An XLM-Roberta model fine-tuned on 28,263 labeled Manglish examples for multi-task classification.

Task Accuracy Classes
Sentiment 98.0% positive, negative, neutral
Emotion 96.5% happy, sad, angry, fear, surprise, disgust, love, neutral
Intent 99.3% question, statement, request, complaint, greeting, opinion, command, offer
Average 97.9%

Usage

from malaysian_manglish_nlp.transformers.manglish_model import load_model, predict

# Load model (auto-downloads from HuggingFace on first use)
model = load_model()

# Predict
result = predict("gila best servis ni")
# {'sentiment': {'label': 'positive', 'confidence': 0.96},
#  'emotion':    {'label': 'happy',    'confidence': 0.85},
#  'intent':     {'label': 'opinion',  'confidence': 1.00}}

# Batch prediction
results = predict_batch(["best gila", "teruk la", "ok je"])

Model details

  • Base: xlm-roberta-base
  • Architecture: Shared encoder + 3 task-specific heads (256 hidden units each)
  • Fine-tuned on: 22,610 train / 5,653 validation (from 28,263 total)
  • Training: 5 epochs, lr=2e-5 (encoder) / 2e-4 (heads), batch_size=16, gradient accumulation (effective batch 32)
  • Optimizer: AdamW with cosine annealing and warm restarts
  • Regularization: Focal loss for class imbalance, uncertainty-weighted multi-task loss, early stopping
  • Hardware: NVIDIA RTX 2070 8GB VRAM, mixed precision (FP16)
  • Model size: ~1.1GB (PyTorch state dict)

Training history

Epoch Train Loss Val Loss Sentiment Emotion Intent Avg Acc
1 1.258 0.928 63.0% 50.6% 75.6% 63.1%
2 0.743 0.599 78.9% 71.1% 87.9% 79.3%
3 0.462 0.441 86.1% 78.2% 92.1% 85.5%
4 0.316 0.390 87.4% 82.8% 94.4% 88.2%
5 0.243 0.375 88.5% 83.6% 94.5% 88.9%

v3.2.0 (XLM-Roberta, 14,384 examples): Sentiment 95.0%, Emotion 90.3%, Intent 97.5%, Avg 94.3%

v3.3.0 (XLM-Roberta, 28,263 examples): Sentiment 98.0%, Emotion 96.5%, Intent 99.3%, Avg 97.9%

v3.3.0 retraining notes: Filtered 4,801 partial-label samples that caused multi-task training KeyError.
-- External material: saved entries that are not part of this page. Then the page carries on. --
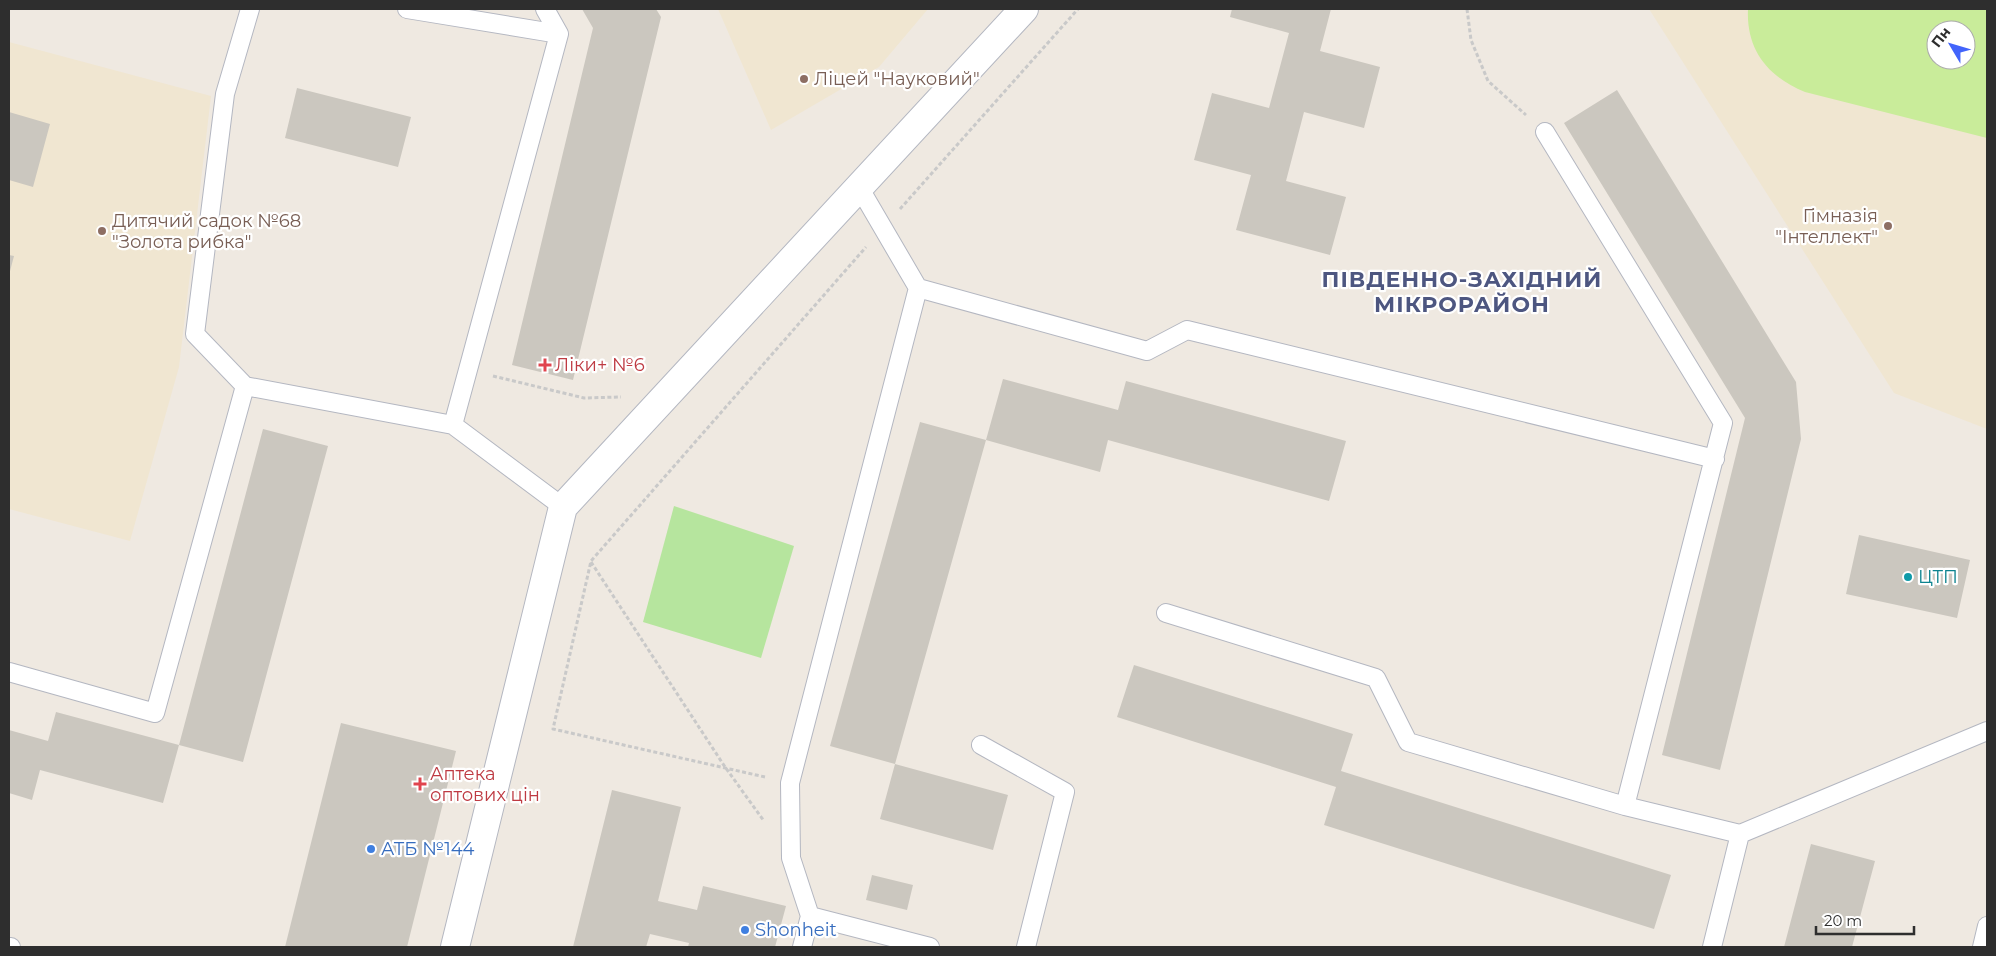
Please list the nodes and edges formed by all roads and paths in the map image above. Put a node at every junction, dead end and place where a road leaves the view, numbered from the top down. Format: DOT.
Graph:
graph roads {
  1 [pos="250,9"];
  2 [pos="407,9"];
  3 [pos="545,9"];
  4 [pos="1024,9"];
  5 [pos="1078,9"];
  6 [pos="1467,9"];
  7 [pos="559,34"];
  8 [pos="1545,132"];
  9 [pos="859,187"];
  10 [pos="883,228"];
  11 [pos="918,288"];
  12 [pos="468,370"];
  13 [pos="244,386"];
  14 [pos="629,398"];
  15 [pos="453,425"];
  16 [pos="1715,459"];
  17 [pos="563,507"];
  18 [pos="591,561"];
  19 [pos="1166,613"];
  20 [pos="9,672"];
  21 [pos="1987,731"];
  22 [pos="981,745"];
  23 [pos="725,767"];
  24 [pos="790,783"];
  25 [pos="1625,806"];
  26 [pos="1740,834"];
  27 [pos="791,858"];
  28 [pos="810,916"];
  29 [pos="1987,926"];
  30 [pos="455,947"];
  31 [pos="802,947"];
  32 [pos="930,947"];
  33 [pos="1026,947"];
  34 [pos="1712,947"];
  35 [pos="1982,947"];
  1 -- 13 [label="lane"];
  2 -- 7 [label="lane"];
  3 -- 7 [label="lane"];
  4 -- 9 [label="street"];
  5 -- 10 [label="path"];
  6 -- 8 [label="path"];
  7 -- 12 [label="lane"];
  8 -- 16 [label="lane"];
  9 -- 10 [label="lane"];
  9 -- 17 [label="street"];
  10 -- 11 [label="lane"];
  10 -- 18 [label="path"];
  11 -- 16 [label="lane"];
  11 -- 24 [label="lane"];
  12 -- 14 [label="path"];
  12 -- 15 [label="lane"];
  13 -- 15 [label="lane"];
  13 -- 20 [label="lane"];
  15 -- 17 [label="lane"];
  16 -- 25 [label="lane"];
  17 -- 30 [label="street"];
  18 -- 23 [label="path"];
  18 -- 23 [label="path"];
  19 -- 25 [label="lane"];
  21 -- 26 [label="lane"];
  22 -- 33 [label="lane"];
  23 -- 24 [label="path"];
  23 -- 27 [label="path"];
  24 -- 27 [label="lane"];
  25 -- 26 [label="lane"];
  26 -- 34 [label="lane"];
  27 -- 28 [label="lane"];
  28 -- 31 [label="lane"];
  28 -- 32 [label="lane"];
  29 -- 35 [label="lane"];
}
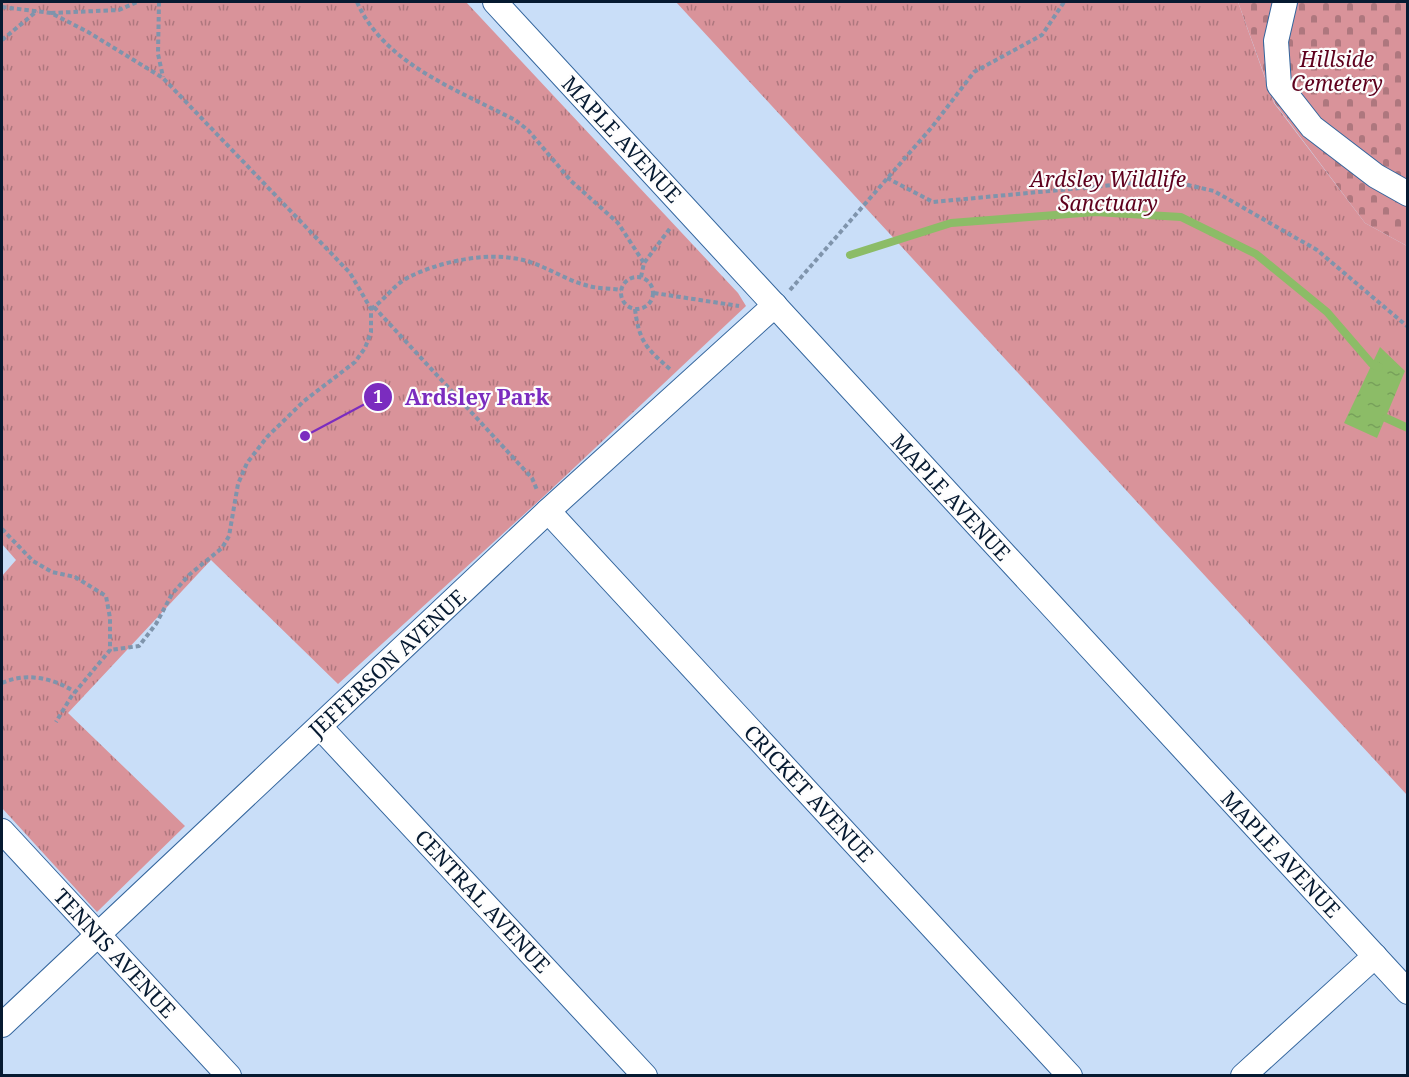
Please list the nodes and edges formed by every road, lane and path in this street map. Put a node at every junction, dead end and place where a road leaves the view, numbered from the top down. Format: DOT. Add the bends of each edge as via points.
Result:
graph roads {
  1 [pos="136,2"];
  2 [pos="159,2"];
  3 [pos="357,2"];
  4 [pos="495,2"];
  5 [pos="1064,2"];
  6 [pos="1285,2"];
  7 [pos="2,7"];
  8 [pos="38,11"];
  9 [pos="51,13"];
  10 [pos="2,40"];
  11 [pos="163,78"];
  12 [pos="887,178"];
  13 [pos="1407,194"];
  14 [pos="674,224"];
  15 [pos="644,263"];
  16 [pos="641,277"];
  17 [pos="621,290"];
  18 [pos="654,293"];
  19 [pos="775,305"];
  20 [pos="746,306"];
  21 [pos="372,308"];
  22 [pos="635,309"];
  23 [pos="1407,327"];
  24 [pos="675,373"];
  25 [pos="544,502"];
  26 [pos="2,529"];
  27 [pos="110,650"];
  28 [pos="2,682"];
  29 [pos="75,692"];
  30 [pos="56,722"];
  31 [pos="320,727"];
  32 [pos="2,831"];
  33 [pos="96,933"];
  34 [pos="1375,956"];
  35 [pos="1407,992"];
  36 [pos="2,1025"];
  37 [pos="229,1076"];
  38 [pos="645,1076"];
  39 [pos="1070,1076"];
  40 [pos="1244,1076"];
  1 -- 9 [label="path" via="119,10"];
  2 -- 11 [label="path" via="158,54"];
  3 -- 15 [label="path" via="394,52 528,130 571,181 618,223"];
  4 -- 19 [label="street, MAPLE AVENUE"];
  5 -- 12 [label="path" via="1042,35 974,72"];
  6 -- 13 [label="street" via="1276,41 1279,85 1312,127 1376,176"];
  7 -- 8 [label="path"];
  8 -- 9 [label="path"];
  8 -- 10 [label="path"];
  9 -- 11 [label="path"];
  11 -- 21 [label="path" via="350,273"];
  12 -- 19 [label="path"];
  12 -- 23 [label="path" via="933,202 1166,180 1215,191 1317,250"];
  14 -- 15 [label="path"];
  15 -- 16 [label="path"];
  16 -- 17 [label="path" via="627,280"];
  16 -- 18 [label="path" via="651,283"];
  17 -- 21 [label="path" via="588,286 550,269 513,258 494,257 451,263 411,276 394,286"];
  17 -- 22 [label="path" via="626,304"];
  18 -- 20 [label="path"];
  18 -- 22 [label="path" via="646,307"];
  19 -- 25 [label="street, JEFFERSON AVENUE"];
  19 -- 34 [label="street, MAPLE AVENUE"];
  21 -- 25 [label="path" via="532,478"];
  21 -- 27 [label="path" via="371,332 355,362 304,401 247,463 238,484 229,536 222,548 172,594 139,646"];
  22 -- 24 [label="path" via="638,331 647,349"];
  25 -- 31 [label="street, JEFFERSON AVENUE"];
  25 -- 39 [label="street, CRICKET AVENUE"];
  26 -- 27 [label="path" via="33,561 52,572 75,577 106,596"];
  27 -- 29 [label="path"];
  28 -- 29 [label="path" via="39,678 57,681"];
  29 -- 30 [label="path"];
  31 -- 33 [label="street, JEFFERSON AVENUE"];
  31 -- 38 [label="street, CENTRAL AVENUE"];
  32 -- 33 [label="street, TENNIS AVENUE"];
  33 -- 36 [label="street, JEFFERSON AVENUE"];
  33 -- 37 [label="street, TENNIS AVENUE"];
  34 -- 35 [label="street, MAPLE AVENUE"];
  34 -- 40 [label="street"];
}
Contrast-marker-aware window scoring added for aspect sentiment. Pydantic v2 ConfigDict migration applied.

Download from HuggingFace

# Auto-download (built into load_model())
from malaysian_manglish_nlp.transformers.manglish_model import load_model
model = load_model()

# Or manual download
from huggingface_hub import hf_hub_download
hf_hub_download("vexccz/manglish-nlp-sentiment", "model.pt")
hf_hub_download("vexccz/manglish-nlp-sentiment", "config.json")
hf_hub_download("vexccz/manglish-nlp-sentiment", "tokenizer.json")
hf_hub_download("vexccz/manglish-nlp-sentiment", "tokenizer_config.json")

Rule-based fallback

If the fine-tuned model is not available (no [transformers] extra), use the built-in rule-based modules:

from malaysian_manglish_nlp import sentiment, detect_emotion, classify_intent

# Rule-based sentiment (no model needed)
result = sentiment("Best lah movie ni, memang power!")
# {'sentiment': 'positive', 'score': 0.94}

# Rule-based emotion
emotion = detect_emotion("sedih doh tak dapat tiket")
# {'emotion': 'sad', 'confidence': 0.82}

Comparison with previous model

v3.0.0 (561 examples) v3.1.0 (7,884 examples) v3.2.0 (14,384 examples) v3.3.0 (28,263 examples)
Sentiment 69% 88.5% 95.0% 98.0%
Emotion 63% 83.6% 90.3% 96.5%
Intent 69% 94.5% 97.5% 99.3%
Average 67% 88.9% 94.3% 97.9%
Base model DistilBERT DistilBERT XLM-Roberta XLM-Roberta
Tasks Single (sentiment) Multi-task (3 tasks) Multi-task (3 tasks) Multi-task (3 tasks)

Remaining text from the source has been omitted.